(Stored records)
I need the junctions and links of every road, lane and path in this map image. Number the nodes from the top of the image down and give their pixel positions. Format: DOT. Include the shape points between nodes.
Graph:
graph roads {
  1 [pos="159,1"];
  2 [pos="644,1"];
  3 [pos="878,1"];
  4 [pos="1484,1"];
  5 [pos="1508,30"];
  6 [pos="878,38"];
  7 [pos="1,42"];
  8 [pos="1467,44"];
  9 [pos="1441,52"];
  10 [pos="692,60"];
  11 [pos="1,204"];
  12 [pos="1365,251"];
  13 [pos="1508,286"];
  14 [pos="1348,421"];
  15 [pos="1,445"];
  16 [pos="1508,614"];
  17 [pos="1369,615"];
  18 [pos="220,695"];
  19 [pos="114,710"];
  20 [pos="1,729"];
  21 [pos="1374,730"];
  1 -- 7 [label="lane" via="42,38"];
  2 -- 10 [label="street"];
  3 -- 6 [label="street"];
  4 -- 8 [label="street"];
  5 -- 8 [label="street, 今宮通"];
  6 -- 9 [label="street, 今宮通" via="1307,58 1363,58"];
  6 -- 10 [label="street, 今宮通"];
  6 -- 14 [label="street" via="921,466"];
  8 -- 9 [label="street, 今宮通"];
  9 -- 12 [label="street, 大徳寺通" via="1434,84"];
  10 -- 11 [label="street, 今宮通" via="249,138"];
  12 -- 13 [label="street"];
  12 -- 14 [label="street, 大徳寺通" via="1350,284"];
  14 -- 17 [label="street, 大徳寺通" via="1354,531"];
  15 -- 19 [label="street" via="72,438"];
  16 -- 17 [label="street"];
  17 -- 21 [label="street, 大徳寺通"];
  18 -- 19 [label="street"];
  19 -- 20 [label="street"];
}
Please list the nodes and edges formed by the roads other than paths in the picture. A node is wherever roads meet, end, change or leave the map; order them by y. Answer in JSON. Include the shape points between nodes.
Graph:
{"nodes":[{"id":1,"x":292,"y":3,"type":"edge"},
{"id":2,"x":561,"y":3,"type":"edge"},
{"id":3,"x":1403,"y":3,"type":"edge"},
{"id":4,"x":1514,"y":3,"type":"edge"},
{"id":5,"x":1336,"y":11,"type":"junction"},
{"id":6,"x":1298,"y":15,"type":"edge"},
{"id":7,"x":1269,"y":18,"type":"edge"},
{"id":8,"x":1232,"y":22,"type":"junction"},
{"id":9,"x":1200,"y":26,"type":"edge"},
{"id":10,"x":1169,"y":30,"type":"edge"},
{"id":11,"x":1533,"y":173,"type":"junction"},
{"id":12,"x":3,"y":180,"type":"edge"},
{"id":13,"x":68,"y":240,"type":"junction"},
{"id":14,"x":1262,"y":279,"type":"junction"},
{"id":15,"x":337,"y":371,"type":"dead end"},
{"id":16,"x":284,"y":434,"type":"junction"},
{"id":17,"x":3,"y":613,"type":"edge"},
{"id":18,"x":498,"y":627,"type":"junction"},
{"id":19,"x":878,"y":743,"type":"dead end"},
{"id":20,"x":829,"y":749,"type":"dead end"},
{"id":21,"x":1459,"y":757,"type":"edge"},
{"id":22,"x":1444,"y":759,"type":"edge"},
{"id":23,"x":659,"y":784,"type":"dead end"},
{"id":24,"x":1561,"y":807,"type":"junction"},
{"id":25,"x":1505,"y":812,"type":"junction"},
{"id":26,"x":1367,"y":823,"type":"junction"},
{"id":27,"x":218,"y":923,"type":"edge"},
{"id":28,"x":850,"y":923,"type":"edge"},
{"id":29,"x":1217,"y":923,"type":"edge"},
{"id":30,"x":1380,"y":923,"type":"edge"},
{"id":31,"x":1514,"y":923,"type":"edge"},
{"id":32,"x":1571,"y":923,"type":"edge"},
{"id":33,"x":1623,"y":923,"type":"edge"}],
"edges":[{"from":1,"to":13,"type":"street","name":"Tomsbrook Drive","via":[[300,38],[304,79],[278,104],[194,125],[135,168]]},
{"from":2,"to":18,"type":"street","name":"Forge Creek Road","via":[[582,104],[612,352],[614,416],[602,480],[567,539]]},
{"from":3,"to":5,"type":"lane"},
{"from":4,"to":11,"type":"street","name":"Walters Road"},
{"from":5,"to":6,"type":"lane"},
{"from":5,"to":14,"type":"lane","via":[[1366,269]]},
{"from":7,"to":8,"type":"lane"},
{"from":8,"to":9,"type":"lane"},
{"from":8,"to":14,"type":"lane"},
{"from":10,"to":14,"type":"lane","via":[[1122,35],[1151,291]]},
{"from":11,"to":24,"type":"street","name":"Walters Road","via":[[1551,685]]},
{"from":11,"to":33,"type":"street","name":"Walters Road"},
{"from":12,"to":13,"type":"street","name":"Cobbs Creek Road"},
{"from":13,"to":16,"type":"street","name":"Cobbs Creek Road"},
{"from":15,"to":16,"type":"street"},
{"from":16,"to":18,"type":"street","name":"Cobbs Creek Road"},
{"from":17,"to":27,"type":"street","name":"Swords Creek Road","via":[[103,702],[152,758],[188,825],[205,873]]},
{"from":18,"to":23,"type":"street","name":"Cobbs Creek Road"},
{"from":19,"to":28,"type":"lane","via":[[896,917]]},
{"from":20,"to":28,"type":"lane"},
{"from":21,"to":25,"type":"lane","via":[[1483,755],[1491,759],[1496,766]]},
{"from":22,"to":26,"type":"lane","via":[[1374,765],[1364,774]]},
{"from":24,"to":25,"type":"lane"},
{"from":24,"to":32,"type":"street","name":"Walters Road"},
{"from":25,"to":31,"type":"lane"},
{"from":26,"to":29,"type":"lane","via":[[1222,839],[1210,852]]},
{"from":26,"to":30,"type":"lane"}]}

» **WORK ORDER**: Every line in the records above that has "大徳寺通" counts once. Give the total and nothing else.

» **ANSWER TO THE EXERCISE**: 4